Upregulation of the inhibitor of apoptosis proteins in activated T lymphocytes from patients with multiple sclerosis.

The pathogenesis of multiple sclerosis (MS) may involve failure of programmed cell death (apoptosis) to eliminate potentially pathogenic, autoreactive T lymphocytes. This failure may be caused by multiple abnormalities of the cell death machinery. In this study, we investigated the expression of the inhibitors of apoptosis (IAP) proteins, cellular IAP-1, IAP-2, and X-linked IAP (XIAP), in T lymphocytes from patients with active relapsing-remitting MS and appropriate controls.

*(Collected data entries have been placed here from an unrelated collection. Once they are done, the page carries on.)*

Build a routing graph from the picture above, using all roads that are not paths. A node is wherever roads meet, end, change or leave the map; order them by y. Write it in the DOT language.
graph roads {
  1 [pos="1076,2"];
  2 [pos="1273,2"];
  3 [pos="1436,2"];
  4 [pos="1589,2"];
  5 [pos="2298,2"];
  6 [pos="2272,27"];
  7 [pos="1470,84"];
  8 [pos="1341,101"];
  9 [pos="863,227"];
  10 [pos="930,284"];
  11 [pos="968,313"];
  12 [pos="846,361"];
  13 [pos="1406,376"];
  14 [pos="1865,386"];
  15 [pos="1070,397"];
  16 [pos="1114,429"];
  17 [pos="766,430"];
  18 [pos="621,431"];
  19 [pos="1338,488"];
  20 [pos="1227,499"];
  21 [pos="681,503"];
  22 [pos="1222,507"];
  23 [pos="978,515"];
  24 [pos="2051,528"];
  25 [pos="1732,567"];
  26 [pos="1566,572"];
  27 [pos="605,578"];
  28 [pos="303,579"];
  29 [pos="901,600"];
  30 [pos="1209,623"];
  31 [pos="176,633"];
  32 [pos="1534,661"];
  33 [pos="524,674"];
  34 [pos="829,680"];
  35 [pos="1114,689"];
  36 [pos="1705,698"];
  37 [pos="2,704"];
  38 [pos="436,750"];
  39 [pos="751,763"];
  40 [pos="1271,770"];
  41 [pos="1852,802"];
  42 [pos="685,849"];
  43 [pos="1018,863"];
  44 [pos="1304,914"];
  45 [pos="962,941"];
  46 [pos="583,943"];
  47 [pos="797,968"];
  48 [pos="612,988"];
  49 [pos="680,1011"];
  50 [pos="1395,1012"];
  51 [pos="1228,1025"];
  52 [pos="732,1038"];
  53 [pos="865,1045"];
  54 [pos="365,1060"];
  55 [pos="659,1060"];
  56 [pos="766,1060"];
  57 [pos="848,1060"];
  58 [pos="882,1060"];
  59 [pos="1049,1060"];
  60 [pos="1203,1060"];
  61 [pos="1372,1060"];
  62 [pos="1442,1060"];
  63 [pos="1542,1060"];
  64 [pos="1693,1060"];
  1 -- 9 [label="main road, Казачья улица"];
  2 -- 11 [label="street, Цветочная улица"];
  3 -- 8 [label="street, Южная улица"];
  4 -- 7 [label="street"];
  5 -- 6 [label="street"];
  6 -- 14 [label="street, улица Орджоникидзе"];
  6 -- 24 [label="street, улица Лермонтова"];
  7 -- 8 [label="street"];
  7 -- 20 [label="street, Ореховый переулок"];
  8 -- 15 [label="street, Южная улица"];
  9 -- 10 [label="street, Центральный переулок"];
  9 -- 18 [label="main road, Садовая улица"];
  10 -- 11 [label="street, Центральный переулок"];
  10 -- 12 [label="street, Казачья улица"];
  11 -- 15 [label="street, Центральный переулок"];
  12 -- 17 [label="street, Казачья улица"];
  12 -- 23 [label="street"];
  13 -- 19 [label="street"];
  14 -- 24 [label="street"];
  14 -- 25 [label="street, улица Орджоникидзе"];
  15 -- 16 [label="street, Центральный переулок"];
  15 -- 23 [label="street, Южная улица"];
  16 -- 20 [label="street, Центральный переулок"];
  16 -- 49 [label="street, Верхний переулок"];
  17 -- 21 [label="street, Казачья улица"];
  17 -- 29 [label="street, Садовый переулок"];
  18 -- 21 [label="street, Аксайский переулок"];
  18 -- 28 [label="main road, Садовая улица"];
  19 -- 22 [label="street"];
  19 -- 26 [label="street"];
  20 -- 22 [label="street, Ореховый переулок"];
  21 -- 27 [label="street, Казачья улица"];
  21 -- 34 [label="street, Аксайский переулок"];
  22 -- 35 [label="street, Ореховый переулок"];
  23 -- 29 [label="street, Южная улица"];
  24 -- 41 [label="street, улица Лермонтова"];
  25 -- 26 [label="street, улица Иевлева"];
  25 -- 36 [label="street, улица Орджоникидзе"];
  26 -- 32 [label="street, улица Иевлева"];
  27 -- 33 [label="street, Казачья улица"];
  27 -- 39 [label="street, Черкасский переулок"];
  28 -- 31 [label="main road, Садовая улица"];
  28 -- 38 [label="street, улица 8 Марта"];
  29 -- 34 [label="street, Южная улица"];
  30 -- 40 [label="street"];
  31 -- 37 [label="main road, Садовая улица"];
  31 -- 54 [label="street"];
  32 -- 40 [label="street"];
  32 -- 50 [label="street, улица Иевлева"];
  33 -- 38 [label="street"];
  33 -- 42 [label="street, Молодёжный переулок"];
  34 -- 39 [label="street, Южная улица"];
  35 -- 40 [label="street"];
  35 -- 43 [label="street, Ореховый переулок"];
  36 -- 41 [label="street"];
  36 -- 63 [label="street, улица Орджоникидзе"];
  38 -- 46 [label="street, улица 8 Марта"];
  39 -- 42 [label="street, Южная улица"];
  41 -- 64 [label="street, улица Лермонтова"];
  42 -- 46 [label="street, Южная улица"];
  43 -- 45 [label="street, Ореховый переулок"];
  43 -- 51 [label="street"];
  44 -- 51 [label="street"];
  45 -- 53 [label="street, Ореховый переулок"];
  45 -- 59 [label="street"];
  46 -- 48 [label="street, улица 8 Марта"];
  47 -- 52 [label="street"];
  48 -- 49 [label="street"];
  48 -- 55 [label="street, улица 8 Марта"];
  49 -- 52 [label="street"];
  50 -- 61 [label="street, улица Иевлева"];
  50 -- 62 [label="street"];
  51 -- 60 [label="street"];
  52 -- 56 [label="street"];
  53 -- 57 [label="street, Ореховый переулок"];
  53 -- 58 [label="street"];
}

The expression of IAP proteins was significantly higher in mitogen-stimulated intrathecal and peripheral T lymphocytes from MS patients when compared to corresponding expressions from inflammatory and non-inflammatory neurologic controls, and healthy individuals. IAP proteins were also expressed in resting (unstimulated) T lymphocytes predominantly from MS patients. The heightened expression of IAP proteins in MS patients correlated with T lymphocyte resistance to apoptosis, and was independent of cellular expression of the death receptor protein Fas. In contrast, cellular expression of the anti-apoptosis protein Bcl-2 was relatively similar between MS patients and the control groups. These findings suggest that over-expression of IAP proteins in mitogen-stimulated T lymphocytes is a feature of multiple sclerosis.